The graph below shows the status of each senate election, compared with how that district voted in the 2016 Presidential election. Democrats are defending 5 seats, including 3 which Donald Trump won. Republicans are defending 8 seats.
Two close seats, two very different districts
The two closest seats by past presidential vote illustrate the challenges and opportunities facing Democrats this year. They are SD-5 and SD-31, which voted for Trump by 1.0% and 3.7% respectively. Both are currently open seats, and each represents a very different slice of Wisconsin’s political landscape. SD-5 is located in the historically-Republican bastion of Milwaukee’s western suburbs. It is currently represented by Leah Vukmir who is running for US Senate instead of seeking reelection. Despite its Republican credentials, this is one of just a few (mostly suburban) parts of the state which voted more Democratic in 2016 than in 2012.
Senate District 31 is decidely not suburban. A mostly rural district located along the Mississippi River to the north of La Crosse, it has been represented by Democrat and erstwhile gubernatorial candidate Kathleen Vinehout since 2006. This district shifted distinctly toward the GOP during the 2016 election. Democrats will likely need to do well in both kinds of places in order to win control of the senate.
Republican candidates entered September with more money
Money doesn’t win elections by itself, but it certainly helps. From January 1 to August 31, Republican senate candidates outraised Democrats. The 15 Republican candidates combined to raise $1,569,056, with a median of $81,841. The 15 Democrats raised $1,224,845, with a median of $58,960.
No doubt some of this Republican advantage reflects the fact that 6 of their candidates are incumbents with better-established fundraising networks compared to just 4 Democrats.
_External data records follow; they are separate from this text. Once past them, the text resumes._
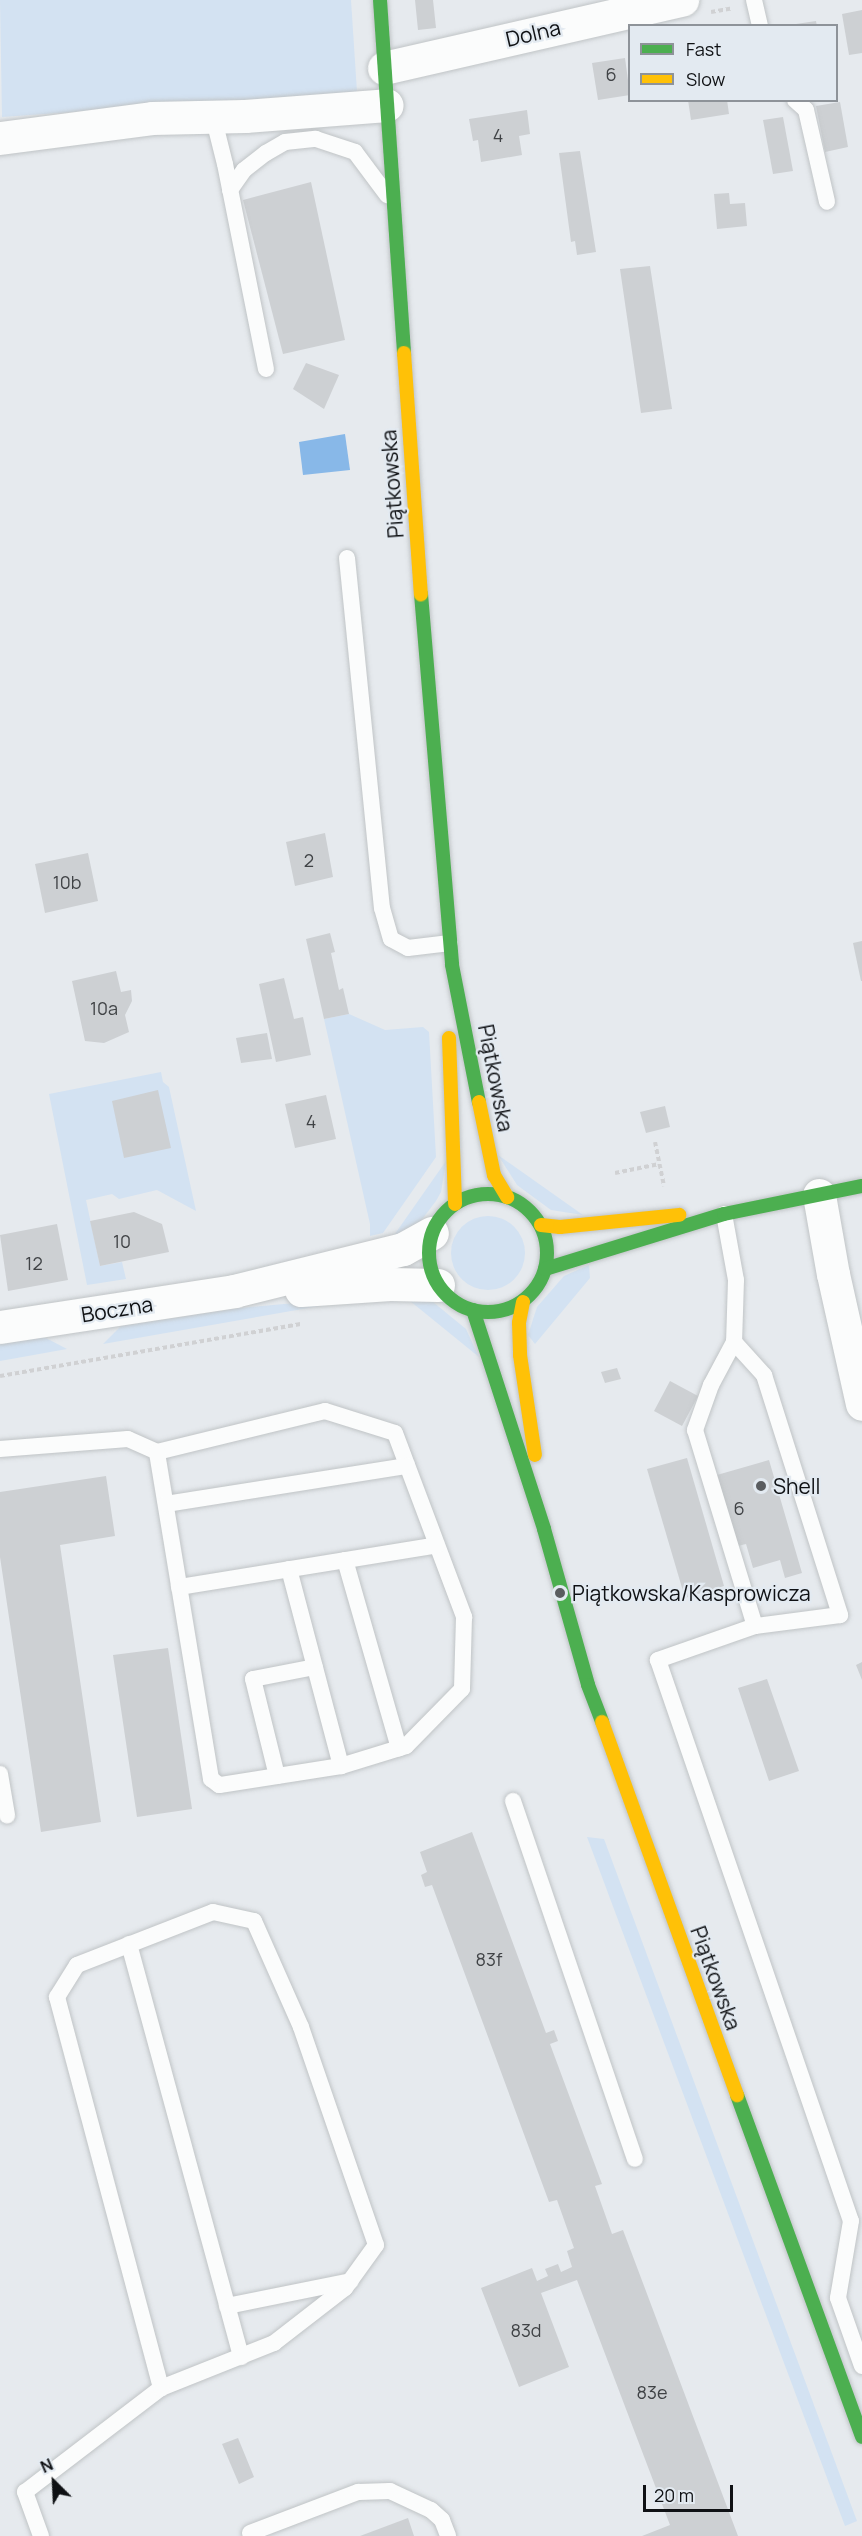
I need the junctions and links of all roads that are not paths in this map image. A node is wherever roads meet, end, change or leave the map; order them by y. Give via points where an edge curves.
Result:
1 (380, 0) edge
2 (682, 0) edge
3 (754, 0) edge
4 (760, 24) edge
5 (384, 68) junction
6 (797, 102) edge
7 (213, 116) junction
8 (388, 119) junction
9 (0, 138) edge
10 (355, 152) junction
11 (230, 190) junction
12 (827, 202) dead end
13 (393, 205) junction
14 (266, 369) dead end
15 (347, 558) dead end
16 (450, 943) junction
17 (452, 965) junction
18 (862, 1186) edge
19 (819, 1195) junction
20 (507, 1197) junction
21 (455, 1204) junction
22 (724, 1214) junction
23 (541, 1225) junction
24 (432, 1233) junction
25 (546, 1269) junction
26 (438, 1285) junction
27 (234, 1292) junction
28 (523, 1302) junction
29 (473, 1310) junction
30 (0, 1327) edge
31 (734, 1342) junction
32 (862, 1404) edge
33 (0, 1449) edge
34 (157, 1452) junction
35 (407, 1466) junction
36 (166, 1504) junction
37 (543, 1529) junction
38 (437, 1545) junction
39 (345, 1560) junction
40 (289, 1569) junction
41 (179, 1587) junction
42 (755, 1626) junction
43 (315, 1667) junction
44 (399, 1748) junction
45 (340, 1766) junction
46 (0, 1774) edge
47 (277, 1776) junction
48 (513, 1802) dead end
49 (7, 1815) dead end
50 (129, 1944) junction
51 (635, 2159) dead end
52 (351, 2281) junction
53 (227, 2306) junction
54 (241, 2356) junction
55 (862, 2366) edge
56 (161, 2388) junction
57 (862, 2437) edge
58 (250, 2533) dead end
59 (41, 2536) edge
60 (448, 2536) edge

1 - 5 main road, Piątkowska
2 - 5 street, Dolna
3 - 4 lane
5 - 8 main road, Piątkowska
6 - 12 lane via 806,110
7 - 8 street
7 - 9 street via 152,118
7 - 11 lane
8 - 10 lane
8 - 13 main road, Piątkowska
10 - 11 lane via 316,139 285,142 244,170
10 - 13 lane
11 - 14 lane
13 - 16 main road, Piątkowska
15 - 16 lane via 382,908 391,939 408,948
16 - 17 main road, Piątkowska
17 - 20 main road, Piątkowska via 489,1154 494,1175
17 - 21 main road, Piątkowska via 449,1037
18 - 19 main road
19 - 22 main road
19 - 32 street
20 - 21 main road via 480,1195
20 - 23 main road via 520,1203
21 - 24 main road via 441,1216
22 - 23 main road via 560,1227
22 - 25 main road
22 - 31 lane via 736,1280
23 - 25 main road via 548,1246
24 - 26 main road via 429,1251
24 - 27 street, Boczna via 403,1249
25 - 28 main road
26 - 27 street, Boczna
26 - 29 main road via 459,1305
27 - 30 street, Boczna
28 - 29 main road via 490,1312
28 - 37 main road, Piątkowska via 520,1355
29 - 37 main road, Piątkowska
31 - 42 lane via 711,1385 695,1430
31 - 42 lane via 764,1375 840,1615
33 - 34 lane via 128,1439
34 - 35 lane via 325,1411 395,1433
34 - 36 lane
35 - 36 lane
35 - 38 lane
36 - 41 lane
37 - 57 main road, Piątkowska via 615,1765
38 - 39 lane
38 - 44 lane via 464,1617 462,1689 406,1746
39 - 40 lane
39 - 44 lane
40 - 41 lane
40 - 43 lane
41 - 47 lane via 211,1779 219,1785
42 - 55 lane via 658,1660 851,2221 838,2298
43 - 45 lane
43 - 47 lane via 253,1679
44 - 45 lane
45 - 47 lane
46 - 49 lane
48 - 51 lane
50 - 52 lane via 213,1912 254,1921 301,2027 376,2245
50 - 53 lane
50 - 56 lane via 77,1965 57,1997
52 - 53 lane
52 - 54 lane via 274,2343
53 - 54 lane
54 - 56 lane
56 - 59 lane via 25,2492
58 - 60 lane via 358,2492 390,2492 431,2510 442,2520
Moreover, nonincumbent candidates are likely to have just spent lots of money winning their primary on August 14. Many incumbents have also saved up considerable war chests over previous years–something the average challenger has not done.
With all of this in mind, the cash-on-hand split between Republicans and Democrats is still notable, if not necessarily surprising. Republican senate candidates entered the month of September with $2,317,806 compared to just $632,454 among Democrats. The median Republican candidate in a contested race had $134,938 in the bank. The median Democrat in a contested race began September with $44,036.
The graph below compares the cash-on-hand split at the beginning of September with the status of each contested race. In general, Democratic candidates in Democratic seats have largely kept pace with Republican challengers–even in strongly Republican areas like District 1. However, they have been heavily outraised in the three Republican senate seats which Trump won by less than 10%.
September numbers, once they are released, may tell a different story. Perhaps major Democratic donors have been waiting until a few weeks after the August primary to begin their donations in earnest. Nonetheless, Wisconsin Senate Democratic hopefuls began the month of September at a significant financial disadvantage.